それに、ミオさんみたいな変わった人が普通にいてくれるのなら、そんなに厳しい場所ではなさそうで、安心した。
「私、変わってますか?」
「あくまでも、僕からみたらですよ」
真面目に話しているはずなのに、からかってきたり……
ふざけているのかと思えば、急に真剣になったり……
つかみどころのない人というのは、こういう人の事をいうんだろうか?
「私ほど単純明快な存在はいませんよ。私は、基本的に闇堕ちの事しか考えていません。それが私の仕事ですからね。圭さんとハル姉さんがお似合いだとか、圭さんが信用できるかどうかとかは二の次、三の次くらいにも考えていません」
信用出来るかを考えていない?
それはつまり……僕はまだ、ハルさんと共にいることを一旦認めてもらえただけで、ミオさんは僕を信用している訳ではないという事なんだから、僕の行動によってはハルさんと引き離される可能性が……
「あはははっ! ここまで面白い人は久しぶりに見ましたね。
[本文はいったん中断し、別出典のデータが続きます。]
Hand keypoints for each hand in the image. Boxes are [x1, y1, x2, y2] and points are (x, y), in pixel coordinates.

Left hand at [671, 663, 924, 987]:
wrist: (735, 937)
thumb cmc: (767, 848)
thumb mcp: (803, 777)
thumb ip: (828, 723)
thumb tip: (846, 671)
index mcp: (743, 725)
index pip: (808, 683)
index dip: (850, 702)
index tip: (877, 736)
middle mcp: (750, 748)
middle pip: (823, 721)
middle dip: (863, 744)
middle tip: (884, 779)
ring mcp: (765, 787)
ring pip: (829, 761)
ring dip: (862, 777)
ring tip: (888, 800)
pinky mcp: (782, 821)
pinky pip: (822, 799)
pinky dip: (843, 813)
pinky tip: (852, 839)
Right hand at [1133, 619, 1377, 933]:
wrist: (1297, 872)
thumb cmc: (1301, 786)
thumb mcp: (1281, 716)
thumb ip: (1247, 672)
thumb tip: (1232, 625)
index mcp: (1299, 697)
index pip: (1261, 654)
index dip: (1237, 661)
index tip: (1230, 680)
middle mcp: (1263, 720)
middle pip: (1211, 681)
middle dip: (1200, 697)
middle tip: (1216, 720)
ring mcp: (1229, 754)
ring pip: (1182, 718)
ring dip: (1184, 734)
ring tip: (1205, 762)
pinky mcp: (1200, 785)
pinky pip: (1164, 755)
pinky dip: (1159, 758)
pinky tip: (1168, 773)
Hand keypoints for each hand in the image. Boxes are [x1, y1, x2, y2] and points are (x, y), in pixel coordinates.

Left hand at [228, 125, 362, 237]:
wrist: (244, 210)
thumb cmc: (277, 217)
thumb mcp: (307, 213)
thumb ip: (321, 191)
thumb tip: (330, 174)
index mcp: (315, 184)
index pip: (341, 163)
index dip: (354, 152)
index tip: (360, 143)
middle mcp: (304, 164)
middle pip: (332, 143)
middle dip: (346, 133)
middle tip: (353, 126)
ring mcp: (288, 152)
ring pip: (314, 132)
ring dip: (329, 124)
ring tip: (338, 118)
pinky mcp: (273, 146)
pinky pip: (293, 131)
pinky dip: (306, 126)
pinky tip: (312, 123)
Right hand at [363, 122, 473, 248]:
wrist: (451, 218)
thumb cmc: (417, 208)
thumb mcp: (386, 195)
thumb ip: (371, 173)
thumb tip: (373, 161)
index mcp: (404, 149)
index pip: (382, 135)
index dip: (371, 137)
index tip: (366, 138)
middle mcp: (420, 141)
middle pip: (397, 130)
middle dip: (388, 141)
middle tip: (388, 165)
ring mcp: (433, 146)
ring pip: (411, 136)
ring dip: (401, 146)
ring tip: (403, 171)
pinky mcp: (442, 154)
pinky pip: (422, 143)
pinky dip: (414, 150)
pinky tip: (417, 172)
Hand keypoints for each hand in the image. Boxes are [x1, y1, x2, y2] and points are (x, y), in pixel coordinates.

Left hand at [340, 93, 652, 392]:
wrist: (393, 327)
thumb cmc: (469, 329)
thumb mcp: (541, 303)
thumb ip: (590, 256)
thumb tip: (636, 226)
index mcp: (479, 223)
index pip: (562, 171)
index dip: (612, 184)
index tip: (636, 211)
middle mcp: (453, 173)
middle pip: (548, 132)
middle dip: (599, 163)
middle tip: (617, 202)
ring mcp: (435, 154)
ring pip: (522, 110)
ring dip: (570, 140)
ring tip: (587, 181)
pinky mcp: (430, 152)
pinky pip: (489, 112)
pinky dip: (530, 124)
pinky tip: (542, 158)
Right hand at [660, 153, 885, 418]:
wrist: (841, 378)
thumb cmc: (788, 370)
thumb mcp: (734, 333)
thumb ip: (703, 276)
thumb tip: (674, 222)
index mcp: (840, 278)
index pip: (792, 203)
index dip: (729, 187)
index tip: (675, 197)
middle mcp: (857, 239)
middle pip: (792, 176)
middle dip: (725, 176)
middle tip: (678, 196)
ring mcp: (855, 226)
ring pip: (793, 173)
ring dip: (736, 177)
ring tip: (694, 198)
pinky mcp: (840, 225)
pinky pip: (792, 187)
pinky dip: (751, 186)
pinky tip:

今の私の言葉を、そういう風に捉えますか。流石はハル姉さんの彼氏さんですね!」
少し考え事をしていたら、ミオさんに笑われてしまった。
しかもかなりの大笑いだ。
「今の僕の思考、そんなに面白かったですか?」
「えぇ。認めてもらえたと浮かれるだけではないようで、なかなか興味深いです。"圭さん"ですね。覚えておきます」
「これだけ名前を呼んで下さっていたのに、覚えてくれてはいなかったんですね」
「まぁ言い訳になりますが、私は沢山の人と関わる事が多いので、人の名前をいちいち覚えないようにしてるんですよ。名前を呼ばないといけないような状況だったら、その人の心を読んだり記憶を覗き見たりして、その場凌ぎで呼べますからね。ちゃんと覚えるのは、本当に覚えようと思った人だけにしています」
それなら、僕の名前はちゃんと覚えようと思ってくれたのか?
まだ信用はしてもらえていないけど、名前は覚えてもらえたみたいだし、ハルさんと共にいていいと認めてはもらえたんだ。
それは本当に嬉しい事だと思う。
「まぁ確かに信用云々はしていませんが、期待はしています。それと、私は本当に、圭さんがハル姉さんを思い出してくれて良かったなーって、思ってますからね。これからも頑張って下さいね」
「はい!」
ミオさんはとても優しく微笑んで、応援してくれた。
常に僕を試しているような雰囲気もあって、先生みたいなのも変わらない。
その上、人をからかうのが好きで、とても楽しそうで、どこまでもハルさんの事を考えてくれている優しい人だ。
こんな凄い人に期待してもらえているというのは、とても誇らしい。
その期待に沿えるように頑張ろう。